(PROBLEM DESCRIPTION)
Wherever a line in the data holds the word "부평북로", pull that line out.

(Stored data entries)

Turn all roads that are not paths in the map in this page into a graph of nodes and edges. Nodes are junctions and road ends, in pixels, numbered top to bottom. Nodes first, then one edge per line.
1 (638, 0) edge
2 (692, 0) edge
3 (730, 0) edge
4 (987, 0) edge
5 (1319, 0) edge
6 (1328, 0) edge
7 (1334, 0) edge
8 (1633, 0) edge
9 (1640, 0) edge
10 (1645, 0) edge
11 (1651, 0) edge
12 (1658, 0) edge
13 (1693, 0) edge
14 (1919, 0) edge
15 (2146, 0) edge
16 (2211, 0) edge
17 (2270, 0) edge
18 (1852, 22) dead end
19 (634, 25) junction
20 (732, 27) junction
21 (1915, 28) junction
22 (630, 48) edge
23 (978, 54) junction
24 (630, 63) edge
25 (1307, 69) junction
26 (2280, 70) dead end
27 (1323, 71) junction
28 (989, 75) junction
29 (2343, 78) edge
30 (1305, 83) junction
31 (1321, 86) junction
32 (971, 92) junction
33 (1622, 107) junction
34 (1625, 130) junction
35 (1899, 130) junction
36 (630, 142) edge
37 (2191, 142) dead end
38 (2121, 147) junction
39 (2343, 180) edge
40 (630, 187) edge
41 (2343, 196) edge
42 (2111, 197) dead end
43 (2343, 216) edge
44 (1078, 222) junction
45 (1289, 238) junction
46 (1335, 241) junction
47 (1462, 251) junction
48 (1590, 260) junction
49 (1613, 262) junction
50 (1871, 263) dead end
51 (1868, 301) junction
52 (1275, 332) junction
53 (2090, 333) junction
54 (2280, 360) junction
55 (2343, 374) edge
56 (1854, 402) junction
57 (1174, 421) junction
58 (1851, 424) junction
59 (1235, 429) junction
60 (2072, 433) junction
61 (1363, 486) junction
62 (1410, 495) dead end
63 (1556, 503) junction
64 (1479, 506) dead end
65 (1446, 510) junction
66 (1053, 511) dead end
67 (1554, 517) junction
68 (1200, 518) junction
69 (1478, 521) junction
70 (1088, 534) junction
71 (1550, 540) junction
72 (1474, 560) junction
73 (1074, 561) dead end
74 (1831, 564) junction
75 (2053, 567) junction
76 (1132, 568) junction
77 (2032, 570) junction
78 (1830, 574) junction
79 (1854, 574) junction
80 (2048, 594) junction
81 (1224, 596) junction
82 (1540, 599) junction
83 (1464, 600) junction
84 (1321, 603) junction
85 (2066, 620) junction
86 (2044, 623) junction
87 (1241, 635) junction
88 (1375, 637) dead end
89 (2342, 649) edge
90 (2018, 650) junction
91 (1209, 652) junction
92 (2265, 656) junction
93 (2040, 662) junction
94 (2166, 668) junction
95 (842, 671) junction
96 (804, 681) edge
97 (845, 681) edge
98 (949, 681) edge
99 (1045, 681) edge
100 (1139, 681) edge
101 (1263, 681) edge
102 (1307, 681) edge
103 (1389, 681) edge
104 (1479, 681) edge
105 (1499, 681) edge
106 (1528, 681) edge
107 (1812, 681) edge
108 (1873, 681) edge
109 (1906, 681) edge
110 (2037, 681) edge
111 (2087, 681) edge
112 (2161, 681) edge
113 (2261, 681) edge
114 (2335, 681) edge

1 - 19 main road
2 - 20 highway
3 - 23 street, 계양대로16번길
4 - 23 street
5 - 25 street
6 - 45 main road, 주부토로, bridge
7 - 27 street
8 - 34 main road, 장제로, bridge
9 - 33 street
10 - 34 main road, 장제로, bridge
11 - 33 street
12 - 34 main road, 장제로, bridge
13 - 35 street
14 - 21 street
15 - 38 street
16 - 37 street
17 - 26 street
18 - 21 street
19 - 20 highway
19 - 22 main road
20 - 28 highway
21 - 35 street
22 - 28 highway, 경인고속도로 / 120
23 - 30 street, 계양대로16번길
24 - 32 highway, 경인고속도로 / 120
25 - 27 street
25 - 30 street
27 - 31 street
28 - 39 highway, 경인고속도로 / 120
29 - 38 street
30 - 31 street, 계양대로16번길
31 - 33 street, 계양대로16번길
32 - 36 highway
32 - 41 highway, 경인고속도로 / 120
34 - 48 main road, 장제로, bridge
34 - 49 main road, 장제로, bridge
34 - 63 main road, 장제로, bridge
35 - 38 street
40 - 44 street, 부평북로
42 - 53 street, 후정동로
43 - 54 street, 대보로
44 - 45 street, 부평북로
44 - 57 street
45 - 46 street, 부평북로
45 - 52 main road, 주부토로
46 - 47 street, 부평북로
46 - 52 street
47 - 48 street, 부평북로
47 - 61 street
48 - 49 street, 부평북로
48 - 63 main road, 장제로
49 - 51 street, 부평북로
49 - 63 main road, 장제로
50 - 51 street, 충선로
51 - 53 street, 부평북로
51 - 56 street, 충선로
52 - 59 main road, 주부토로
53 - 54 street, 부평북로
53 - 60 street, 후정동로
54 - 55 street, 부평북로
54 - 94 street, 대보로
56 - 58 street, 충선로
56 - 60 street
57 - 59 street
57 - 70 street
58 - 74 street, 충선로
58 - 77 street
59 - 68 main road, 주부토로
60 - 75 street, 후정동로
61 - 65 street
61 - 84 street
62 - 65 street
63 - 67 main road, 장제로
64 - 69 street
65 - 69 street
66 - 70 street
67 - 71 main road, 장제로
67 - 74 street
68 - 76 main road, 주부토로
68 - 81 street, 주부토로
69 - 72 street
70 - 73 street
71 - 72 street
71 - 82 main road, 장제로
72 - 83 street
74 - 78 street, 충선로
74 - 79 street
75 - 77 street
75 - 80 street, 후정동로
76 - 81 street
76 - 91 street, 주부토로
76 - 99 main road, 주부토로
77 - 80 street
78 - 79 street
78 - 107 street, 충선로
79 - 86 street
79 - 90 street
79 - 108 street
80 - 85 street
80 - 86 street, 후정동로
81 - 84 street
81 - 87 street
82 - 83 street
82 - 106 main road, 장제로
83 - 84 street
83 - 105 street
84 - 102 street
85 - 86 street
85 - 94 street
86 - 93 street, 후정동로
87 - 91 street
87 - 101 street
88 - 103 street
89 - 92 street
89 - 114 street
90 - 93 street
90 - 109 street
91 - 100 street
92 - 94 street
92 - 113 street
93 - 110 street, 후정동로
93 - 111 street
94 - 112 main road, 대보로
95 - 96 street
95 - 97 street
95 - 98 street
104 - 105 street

(EXERCISE ANSWER)
40 - 44 street, 부평북로
44 - 45 street, 부평북로
45 - 46 street, 부평북로
46 - 47 street, 부평북로
47 - 48 street, 부평북로
48 - 49 street, 부평북로
49 - 51 street, 부평북로
51 - 53 street, 부평북로
53 - 54 street, 부평북로
54 - 55 street, 부평북로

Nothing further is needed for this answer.